Read Social Death: A Clyde Shaw Mystery Online
Authors: Tatiana Boncompagni
I took the last bite of my pastrami. I’d eaten the whole thing and barely tasted it. I could feel it in my stomach though, sitting there like a greasy tennis ball. Better full than famished—I didn’t know when I’d get to eat again, between the scheduled live shots and preparing for Alex’s recap of the day’s events for
Topical Tonight
.
Panda nodded at my empty basket. “Good. At least now I know you won’t be fainting from hunger.” He took a last sip of his root beer before standing up with some difficulty.
I helped him up.
“My knees are gone,” he said, shaking his head. “They say they’re the first thing to go.”
“For women it’s the eyes.”
He gave me a quizzical look.
I pointed to the crinkled skin at the outside corners of my eyes.

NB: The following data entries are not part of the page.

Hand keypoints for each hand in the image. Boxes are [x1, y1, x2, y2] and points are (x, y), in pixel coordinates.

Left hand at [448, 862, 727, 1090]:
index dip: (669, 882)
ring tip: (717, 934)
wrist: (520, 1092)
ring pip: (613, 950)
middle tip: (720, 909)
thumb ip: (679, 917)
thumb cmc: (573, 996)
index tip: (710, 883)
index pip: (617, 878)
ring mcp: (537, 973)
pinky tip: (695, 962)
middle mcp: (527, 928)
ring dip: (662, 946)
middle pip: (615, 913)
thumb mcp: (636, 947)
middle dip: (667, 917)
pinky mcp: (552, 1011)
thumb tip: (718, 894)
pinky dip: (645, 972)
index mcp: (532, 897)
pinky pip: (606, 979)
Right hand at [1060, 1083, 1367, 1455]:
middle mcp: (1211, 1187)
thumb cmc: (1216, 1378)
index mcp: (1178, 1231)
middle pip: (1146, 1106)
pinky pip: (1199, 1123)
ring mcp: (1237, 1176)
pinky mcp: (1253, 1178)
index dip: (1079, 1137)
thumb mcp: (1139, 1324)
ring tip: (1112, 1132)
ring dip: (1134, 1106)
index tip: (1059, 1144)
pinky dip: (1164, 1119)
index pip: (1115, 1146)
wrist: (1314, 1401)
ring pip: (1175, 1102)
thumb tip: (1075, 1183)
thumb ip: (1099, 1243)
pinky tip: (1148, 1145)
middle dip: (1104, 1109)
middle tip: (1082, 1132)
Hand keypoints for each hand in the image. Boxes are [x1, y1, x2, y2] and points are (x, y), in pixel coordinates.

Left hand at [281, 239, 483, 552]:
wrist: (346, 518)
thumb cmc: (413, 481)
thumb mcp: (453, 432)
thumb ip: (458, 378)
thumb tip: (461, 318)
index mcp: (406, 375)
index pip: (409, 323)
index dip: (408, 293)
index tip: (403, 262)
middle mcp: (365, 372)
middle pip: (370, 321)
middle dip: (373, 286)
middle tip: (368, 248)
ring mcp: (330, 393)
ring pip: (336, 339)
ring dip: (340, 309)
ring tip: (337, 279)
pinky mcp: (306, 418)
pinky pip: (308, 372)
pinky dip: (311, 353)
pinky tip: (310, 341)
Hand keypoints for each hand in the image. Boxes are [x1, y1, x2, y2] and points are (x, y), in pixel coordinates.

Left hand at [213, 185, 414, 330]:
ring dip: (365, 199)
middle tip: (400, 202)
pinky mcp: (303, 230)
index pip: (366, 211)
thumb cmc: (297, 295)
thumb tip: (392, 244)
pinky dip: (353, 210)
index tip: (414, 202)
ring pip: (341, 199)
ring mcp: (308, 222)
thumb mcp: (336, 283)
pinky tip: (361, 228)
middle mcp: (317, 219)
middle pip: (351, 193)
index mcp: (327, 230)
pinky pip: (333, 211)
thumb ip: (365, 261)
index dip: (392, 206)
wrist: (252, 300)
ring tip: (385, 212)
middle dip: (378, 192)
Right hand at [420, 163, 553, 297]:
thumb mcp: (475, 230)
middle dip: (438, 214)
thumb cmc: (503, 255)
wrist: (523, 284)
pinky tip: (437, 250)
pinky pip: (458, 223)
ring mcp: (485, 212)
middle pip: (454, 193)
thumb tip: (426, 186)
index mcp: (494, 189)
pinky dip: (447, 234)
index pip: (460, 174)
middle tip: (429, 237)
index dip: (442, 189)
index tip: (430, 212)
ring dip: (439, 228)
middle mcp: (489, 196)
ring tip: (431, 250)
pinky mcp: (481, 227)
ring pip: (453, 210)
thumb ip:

“You got nothing to worry about. Which reminds me, you dating anyone I should know about?” Panda regularly ran background checks on my suitors. I always protested and accused him of invading my privacy, but secretly I liked the idea that he was looking out for me.
“I haven’t had a date in months.”
“What happened to the economist?”
He was referring to Pinstripe Joe. We’d been dating for a couple of months when he left his razor and special shaving cream in my bathroom. I packed everything up in a small bag and dropped it off at his apartment when I knew he wouldn’t be there, with a note saying
You must have forgotten this
. Before him, I’d dated a bankruptcy lawyer, before that a museum finance director. All of them were setups by Olivia; all of them were nice guys. The museum guy said he’d tired of my boundary issues and the banker said he’d found someone more “emotionally available” to take my place. The economist blamed our breakup on my job, or my so-called unwillingness to put anything else before it. It had been six weeks since my last outing with Joe. I was lonely sometimes, but most of the time I was too busy with work to worry about my lack of a personal life. “We broke up. It was for the best.”
Panda opened the door and stepped down to the sidewalk. “This the truth?”
“Afraid so. It wouldn’t have worked.”
“Plenty ’o fish.”
“Easy for you to say. You’ve got the wife and kids.”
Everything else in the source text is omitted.